Why I would order fish at a DQ in the middle of the Texas Hill Country is a mystery to me, even now. But I did. And it was excellent.
As my friend Vern used to say, “There’s nothing like food when you’re hungry,” and he was right. And while a good argument could be made that DQ doesn’t really offer food, I’m not going to make that argument. There’s many a summer night I find myself idling in line at one of several Dairy Queens here in Austin, waiting for a dipped cone, when I think it’s too far or too busy to drive to Sandy’s Drive-thru on Barton Springs Road.
Prior to arriving in Johnson City, we had driven thru rain outside Kerrville. It fell so hard and so fast that we had driven Highway 16 heading south into the foothills toward Medina, while thinking we were going north toward Fredericksburg. By the time we figured out our mistake, small town America was closing down for everyone to go and see the local 4th of July fireworks.
In Kerrville, Robert Earl Keen was warming up to perform his annual 4th of July concert, which is – let me assure you – a big deal. Streets were closed off. Traffic was rerouted. Lawn chairs were being setup in nearby parking lots. The police were everywhere directing traffic. And at the local diners, dives and drive-thrus, not a creature was stirring…not even a mouse. Everyone was walking or driving or riding their bicycle to the concert.

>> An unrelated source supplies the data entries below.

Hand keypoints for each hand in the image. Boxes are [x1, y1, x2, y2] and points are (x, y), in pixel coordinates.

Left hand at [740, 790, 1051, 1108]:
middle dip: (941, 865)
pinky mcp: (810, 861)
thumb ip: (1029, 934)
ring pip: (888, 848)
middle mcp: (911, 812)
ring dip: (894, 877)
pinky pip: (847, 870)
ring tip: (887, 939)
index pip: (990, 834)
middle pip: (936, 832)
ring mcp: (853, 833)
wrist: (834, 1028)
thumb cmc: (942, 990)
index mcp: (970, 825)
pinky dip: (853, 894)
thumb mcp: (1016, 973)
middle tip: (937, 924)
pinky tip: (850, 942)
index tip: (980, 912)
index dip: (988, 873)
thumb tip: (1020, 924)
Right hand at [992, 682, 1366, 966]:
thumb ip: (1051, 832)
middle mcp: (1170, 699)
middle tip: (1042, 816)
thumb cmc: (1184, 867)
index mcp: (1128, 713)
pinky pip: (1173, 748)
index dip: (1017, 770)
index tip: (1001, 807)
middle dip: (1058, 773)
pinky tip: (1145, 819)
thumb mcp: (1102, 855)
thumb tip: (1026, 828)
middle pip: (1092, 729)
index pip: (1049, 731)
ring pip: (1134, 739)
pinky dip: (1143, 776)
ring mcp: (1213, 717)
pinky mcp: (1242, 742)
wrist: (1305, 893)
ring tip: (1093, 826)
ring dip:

Back on Route 16, this time heading in the right direction, we steered toward Fredericksburg. But even in Fredericksburg the town was shutting down for their 4th of July fireworks. What-a-Burger was open, but it looked like the drive-thru lane traffic ended somewhere near Kerrville.
So we continued on toward Austin, getting hungrier by the minute. Until we reached Johnson City. In Johnson City one man was holding down the fort, like David Crockett at the Alamo, taking orders over the intercom in the drive-thru lane and cooking them simultaneously. Dairy Queen, the ‘Texas Stop Sign’, had saved the night.
Texas. You don’t have to have been born and raised here to appreciate it. The evening had been, as the day had been, an adventure.
The IH-35 corridor gets the headlines these days, especially around Austin. Traffic is heavy and truly annoying at times, and home prices are soaring. The price of progress can be high, and it often is.
But Austin, that blueberry in the strawberry patch, is only a small part of the Lone Star State. There’s a lot more to Texas than Austin. But when you’re stuck in traffic here in the capital city, that’s often hard to remember.
Driving back to Austin from Kerrville on US 290, I once again realized how small Austin actually is relative to the world around it. It was totally dark until we got less than 10 miles from downtown. We couldn’t even see the fish in a box we were eating, it was so dark. You had to determine if it was the fish or the fries or the Texas toast by touch, except for the rare occasion when a car passed by and reflected it’s headlights off the headliner.
It was a Texas I remembered, and yet seldom experience anymore. It reminded me that I didn’t move just to Austin, I moved to Texas, and I moved here 20 years ago, for Texas. I didn’t get here as quick as I could, but I got here – and am glad I am here.
The parts of Austin I really enjoy are the swimming pools and the swimming holes, the Barton Creek Greenbelt trails, the convenience of having stores like Costco and Whole Foods share the same parking lot. The local restaurants and hang-outs and ubiquitous food trailers that kept the bars alive during the pandemic are a plus as well.
But the days of having a local musician, or a local band at every eating joint in town, have long passed, replaced by mega-commercial offerings like ACL Fest and SXSW.
South Congress Avenue, for example, once a hive of illicit activity and shops that closed at dusk, is now a trendy zip code featuring destination stores that are usually found only in places like New York or Beverly Hills.
It’s a different Austin, one can argue. But what makes Austin is that it’s different. It’s not El Paso or Houston or Dallas or San Antonio. It’s Austin. It seems to reinvent itself every 20 years or so. And right now, for better or worse, it’s reinventing itself again.